Perpetuating the Cold War: Domestic Sources of International Patterns of Behavior - 1992
The 9/11 attacks changed the power structure across the globe ...
The European Invasion | Air Force Mag - June 2006 |
The name "EADS"--for European Aeronautic Defence and Space Co.--is not exactly synonymous with "United States Air Force." Just a few years ago, its prospects for selling to USAF many billions of dollars' worth of tankers seemed nil.
First, Boeing seemed to have a lock on military aircraft derived from commercial types. Second, EADS' Airbus-based tankers were built in France and Germany--two nations seemingly held in low esteem by the Bush Administration. Third, the EADS entry seemed to be technically unsuited; it didn't even have a boom compatible with US Air Force aircraft.
Then a series of extraordinary events created an opening. The Boeing contracting scandal caused an unraveling of a plan for USAF to lease Boeing 767s and convert them to tankers. Congress wanted other options, and EADS responded aggressively. It now is competing strongly for the prize.
EADS is not alone. With big boosts in the Pentagon's spending profile since the Sept. 11, 2001 terrorist attacks, and with budgets in Europe flat or declining, the United States has become the target market for some of Europe's biggest defense firms.
The EADS case is instructive. To compete for the tanker contract, the company created a North American subsidiary, under senior executive Ralph D. Crosby Jr., that would allow it to bid on US contracts not otherwise open to foreign-based firms. Crosby formed plans to open new EADS facilities in a number of states and expand others, generating political support in Congress.

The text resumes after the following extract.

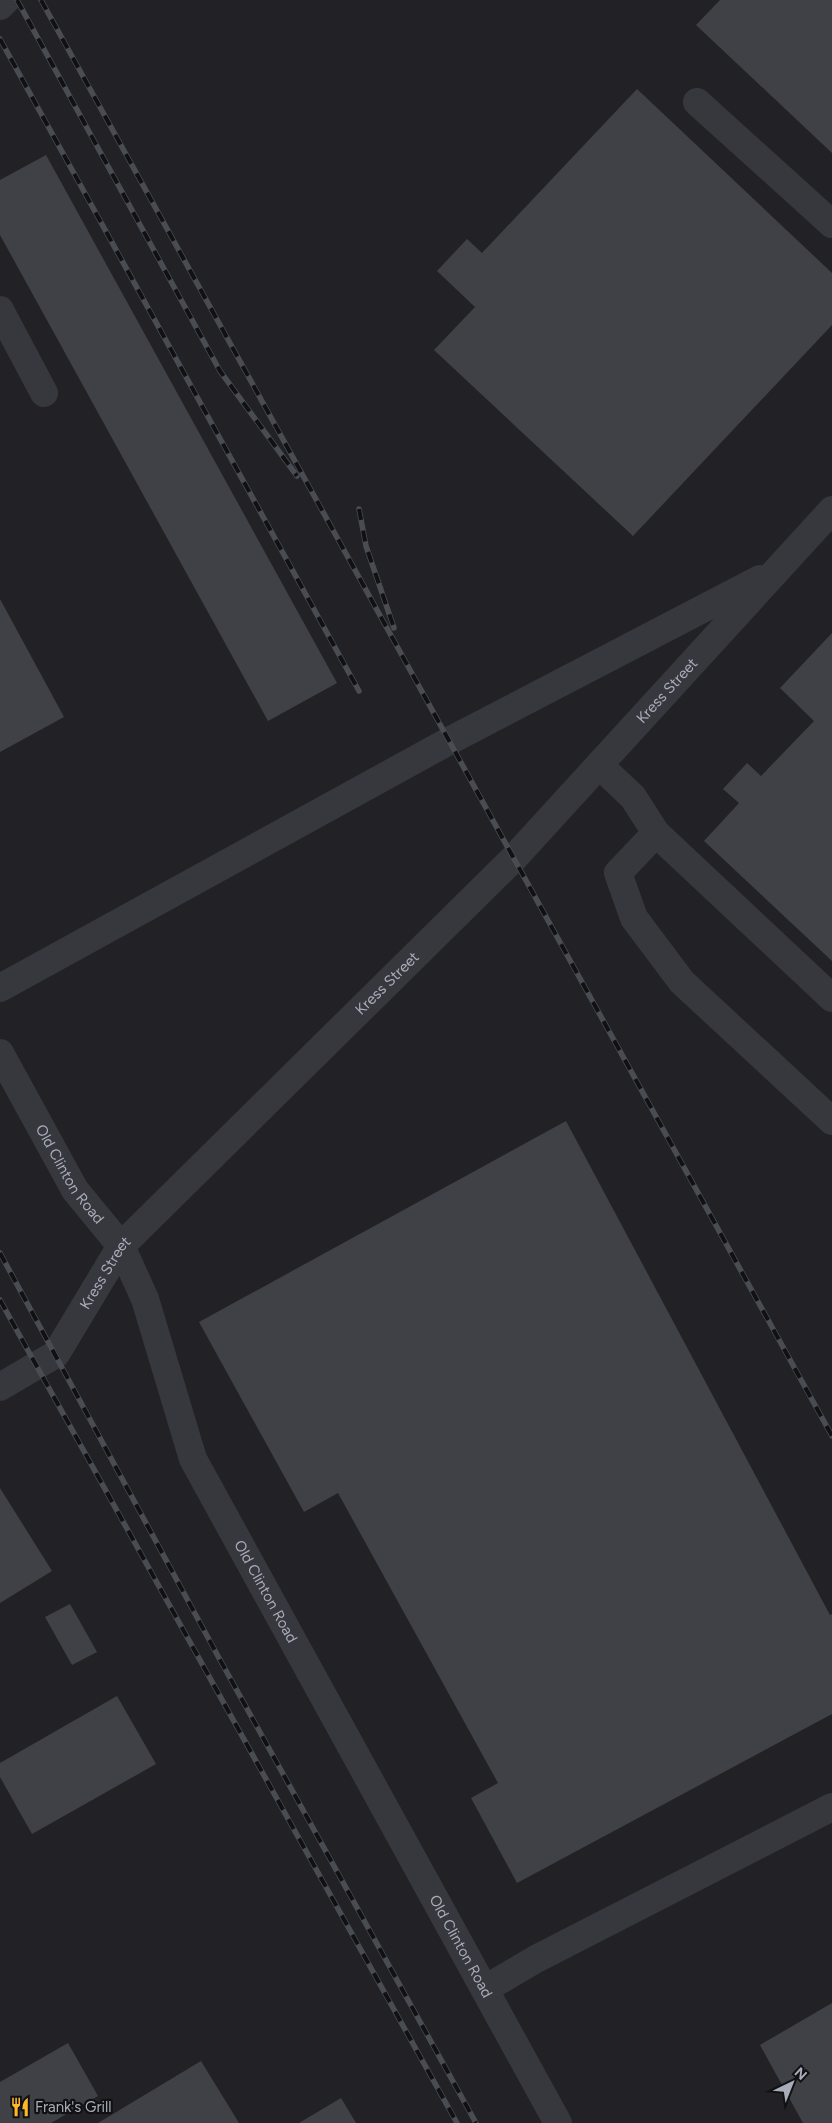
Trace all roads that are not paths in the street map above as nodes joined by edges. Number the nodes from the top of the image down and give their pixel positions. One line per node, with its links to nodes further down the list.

Then, last fall, the company announced a partnership with Northrop Grumman. The US firm became the prime contractor on a new tanker proposal designed to compete with Boeing. (See "Aerospace World: EADS, Northrop Team Up ... " November 2005, p. 19.)
"We recognized foreign ownership was an issue," said Crosby. "My activities since the first day have been focused on creating citizenship for us here in the US."
Today after four years of MAGA Trump, Biden has forced NATO's hand and lucrative defense contracts will support US manufacturing for European NATO partners.
European autos tumble as U.S. tariff threat rattles Germans | Reuters - May 24, 2018 |
Under Trump and Pompeo U.S. Congress passed legislation to halt Nord Stream 2 ... a permanent policy by NATO (Gen. Breedlove) and US Foreign policy to interfere in European sovereignty. Same with all evil coming from the Afghan and Iraq War: torture, rendition and detention centers. Eastern European states - Poland, Romania - from the former Soviet bloc were all eager to comply with the Pentagon and CIA. Europe did too little and is caught up in that same evil policy started during the Bill Clinton administration to undercut agreements with Yeltsin. Foreign policy architects by Madeleine Albright and Zbigniew Brzezinski. From training Saudi Arabian jihadists in Northern Pakistan and supplying Stinger missiles to fight the Soviet Union. In the meantime the international jihadists were Al Qaeda and fought across the globe in Chechnya, Bosnia, Pakistan, Indonesia, Philippines, Sudan, Tunisia and Yemen.